On the front-end, GreenFrame performs end-to-end testing by simulating typical user scenarios (Fig. 1). It uses Docker to encapsulate every component of the system in an isolated container.

When running scenarios, GreenFrame gathers technical metrics (CPU, memory, network I / O, disk I / O) in real time, and transforms them into the same unit, watt hours. Based on an energy mix, watt-hours can easily be converted into carbon emissions, giving a clear overview of the system’s digital footprint. Each scenario is run a dozen times to get a strong and precise signal and reduce the standard deviation.

This means that GreenFrame follows the whole system: the frontend, the backend, the database and the network.

The process of running GreenFrame tests is fully automated and, thanks to its container-based architecture, it works smoothly in any continuous integration (CI) and deployment (CD) system. New scans can be triggered whenever a developer pushes a change in code, giving us the ability to detect any kind of improvement or regression in the overall system’s environmental footprint before we roll out a new feature into production.

Limits and results

For our proof of concept, led by François Dume and Olivier Hoffschir, we were able to start the project quickly because we were already in the process of converting all our applications to a container-based infrastructure. The implementation of this type of architecture is a strong requirement for the use of this tool. But some services (databases, API, CDN) turned out to be more difficult to integrate into this controlled environment. In some cases, we had to simulate services, for example using static text files, which could lead to underestimations.

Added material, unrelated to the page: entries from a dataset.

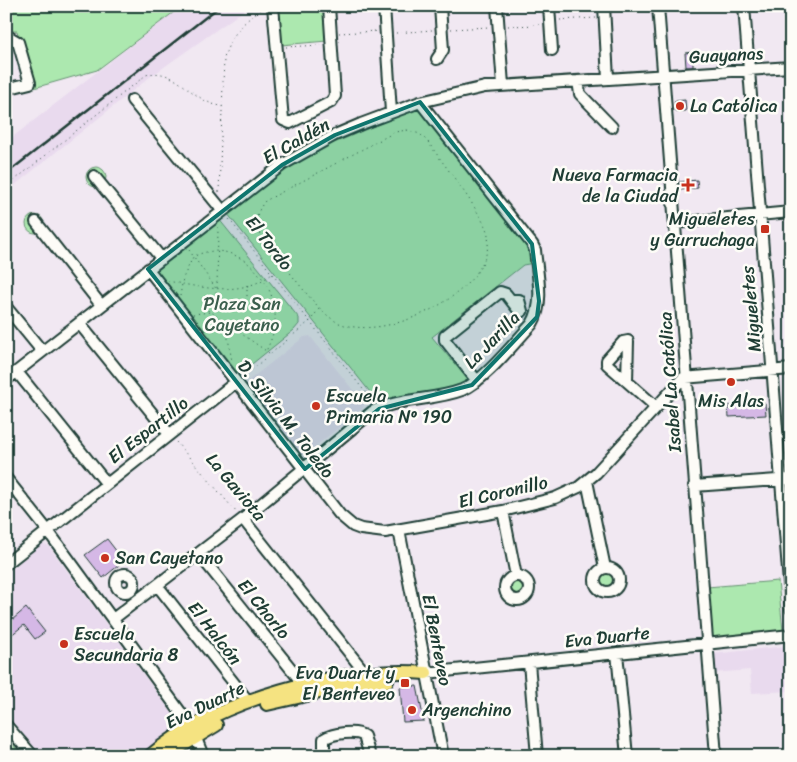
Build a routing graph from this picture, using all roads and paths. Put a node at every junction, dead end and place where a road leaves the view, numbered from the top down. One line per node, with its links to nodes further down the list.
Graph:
1 (265, 6): 30 (path)
2 (273, 6): 18 (street)
3 (329, 6): 17 (street)
4 (384, 6): 15 (street)
5 (440, 6): 14 (street)
6 (497, 6): 13 (street)
7 (549, 6): 12 (street)
8 (604, 6): 11 (street)
9 (658, 6): 23 (street, Isabel La Católica)
10 (744, 6): 22 (street, Migueletes)
11 (605, 17): 12 (path); 24 (street)
12 (550, 21): 13 (path); 19 (street)
13 (498, 27): 14 (path); 26 (street)
14 (442, 29): 15 (path); 20 (street)
15 (386, 30): 17 (path); 31 (street)
16 (6, 34): 27 (street)
17 (331, 39): 18 (path); 18 (street)
18 (277, 48)
19 (552, 50)
20 (437, 59)
21 (791, 68): 22 (street, Guayanas)
22 (748, 70): 23 (street, Guayanas); 37 (street, Migueletes)
23 (664, 75): 24 (street, El Caldén); 39 (street, Isabel La Católica)
24 (608, 79): 25 (street, El Caldén)
25 (578, 81): 26 (street, El Caldén); 32 (street)
26 (503, 85): 29 (street, El Caldén)
27 (6, 89)
28 (132, 100): 35 (street)
29 (420, 102): 31 (street, El Caldén); 72 (street, La Jarilla)
30 (223, 106): 34 (path); 35 (path)
31 (391, 112): 35 (street, El Caldén)
32 (612, 127)
33 (94, 176): 43 (street)
34 (6, 186)
35 (219, 209): 40 (street, El Caldén); 41 (path); 45 (path, El Tordo)
36 (791, 212): 37 (street)
37 (759, 215): 39 (street); 68 (street, Migueletes)
38 (36, 222): 53 (street)
39 (675, 223): 70 (street, Isabel La Católica)
40 (182, 241): 42 (path); 43 (street, El Caldén)
41 (218, 250): 42 (path); 47 (path); 50 (path)
42 (194, 257): 48 (path); 50 (path)
43 (161, 258): 44 (street, El Caldén)
44 (148, 269): 46 (street, D. Silvia M. Toledo); 53 (street, El Caldén)
45 (273, 274): 47 (path); 60 (path, El Tordo)
46 (155, 278): 48 (path); 57 (street, D. Silvia M. Toledo)
47 (264, 281): 49 (path); 63 (path)
48 (182, 284): 50 (path); 57 (path)
49 (247, 285): 50 (path); 51 (path)
50 (217, 290): 56 (path)
51 (247, 299)
52 (511, 300): 72 (street)
53 (101, 305): 61 (street, El Caldén)
54 (6, 307): 64 (street)
55 (320, 308): 55 (path); 60 (path)
56 (207, 312): 57 (path); 58 (path)
57 (184, 315): 74 (street, D. Silvia M. Toledo)
58 (217, 316): 62 (path); 66 (path)
59 (243, 320): 62 (path)
60 (310, 321): 65 (path); 78 (path, El Tordo)
61 (79, 323): 64 (street, El Caldén); 79 (street)
62 (240, 332): 63 (path)
63 (266, 351): 65 (path)
64 (42, 352): 69 (street, El Caldén)
65 (270, 354): 74 (path)
66 (233, 364)
67 (791, 369): 68 (street)
68 (772, 371): 70 (street); 82 (street, Migueletes)
69 (17, 372): 71 (street, El Caldén); 84 (street)
70 (686, 377): 75 (street, El Coronillo); 76 (street, Isabel La Católica)
71 (6, 380)
72 (477, 381): 78 (street, La Jarilla)
73 (627, 381): 77 (street)
74 (236, 382): 79 (street, El Espartillo); 80 (street, D. Silvia M. Toledo)
75 (667, 393): 76 (street); 77 (street, El Coronillo)
76 (688, 398): 85 (street, Isabel La Católica)
77 (655, 406): 83 (street, El Coronillo)
78 (379, 409): 80 (street, La Jarilla)
79 (169, 434): 84 (street, El Espartillo); 87 (path, La Gaviota)
80 (305, 469): 87 (street, La Jarilla); 88 (street, D. Silvia M. Toledo)
81 (6, 478): 89 (street)
82 (786, 479): 85 (street); 97 (street, Migueletes)
83 (587, 481): 86 (street, El Coronillo); 92 (street)
84 (106, 484): 89 (street, El Espartillo)
85 (694, 486): 100 (street, Isabel La Católica)
86 (503, 511): 88 (street, El Coronillo); 93 (street)
87 (243, 519): 90 (street, La Jarilla); 104 (street, La Gaviota)
88 (399, 530): 103 (street, El Benteveo)
89 (48, 531): 91 (street, El Espartillo); 98 (street)
90 (199, 554): 94 (street, La Jarilla); 105 (street, El Chorlo)
91 (6, 564)
92 (605, 568)
93 (516, 576)
94 (157, 585): 96 (street, La Jarilla); 106 (street, El Halcón)
95 (131, 591): 96 (street)
96 (138, 600): 98 (street, La Jarilla)
97 (791, 609)
98 (113, 619): 108 (street)
99 (791, 635): 100 (street, Eva Duarte)
100 (707, 643): 101 (street, Eva Duarte); 118 (street, Isabel La Católica)
101 (617, 653): 102 (street, Eva Duarte); 117 (street)
102 (529, 663): 103 (street, Eva Duarte); 116 (street)
103 (426, 673): 104 (main road, Eva Duarte); 108 (main road, Eva Duarte); 115 (street, El Benteveo)
104 (366, 674): 105 (main road, Eva Duarte)
105 (304, 685): 106 (main road, Eva Duarte)
106 (248, 701): 108 (main road, Eva Duarte)
107 (6, 725): 109 (street)
108 (194, 732): 110 (main road, Eva Duarte); 111 (main road, Eva Duarte); 112 (street)
109 (33, 756)
110 (150, 756)
111 (165, 756)
112 (203, 756)
113 (324, 756): 114 (street)
114 (370, 756)
115 (443, 756)
116 (537, 756)
117 (627, 756)
118 (716, 756)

The first results were not necessarily revolutionary and essentially confirmed our hypotheses according to which the majority of energy consumption is on the user’s side (browser, screen, network, etc.). They also pointed out that video transit and decoding constitute the bulk of the carbon emissions of a media service like arte.tv (Fig. 2).

Figure 2: Client device and network account for the vast majority of power consumption.

Reducing our overall carbon footprint means above all reducing our energy consumption on the customer side. The challenge will be to find a balance between reducing the carbon footprint without compromising UI / UX. As a positive side effect, it will also mean a significant improvement in page and video load times.

And after?

We will continue to use GreenFrame at ARTE and integrate it into our CI system in order to detect regressions upstream of our development processes. We will also take the example of other important issues such as web performance and security, and determine a monthly “carbon budget”, combined with a set of internal rules to limit (and reduce) energy consumption.

Another approach will be to take environmental criteria more into consideration when choosing, for example, a new CDN provider, as this represents a large part of our video infrastructure. CDNs do not currently provide CO2 emissions measurements, but they will if enough customers need them.

Finally, we understand that optimizing a service’s footprint can lead to more use, and ultimately more emissions. We want to provide transparency to our viewers so that they can make informed decisions about how they watch ARTE videos.

Then, all the requirements will be met for a virtuous circle allowing us to induce a sustainable transformation of business at ARTE, thus meeting our responsibility as a public service media to contribute to improving the environmental impact of our industry. .

This article first appeared in issue 48 of Tech-I magazine.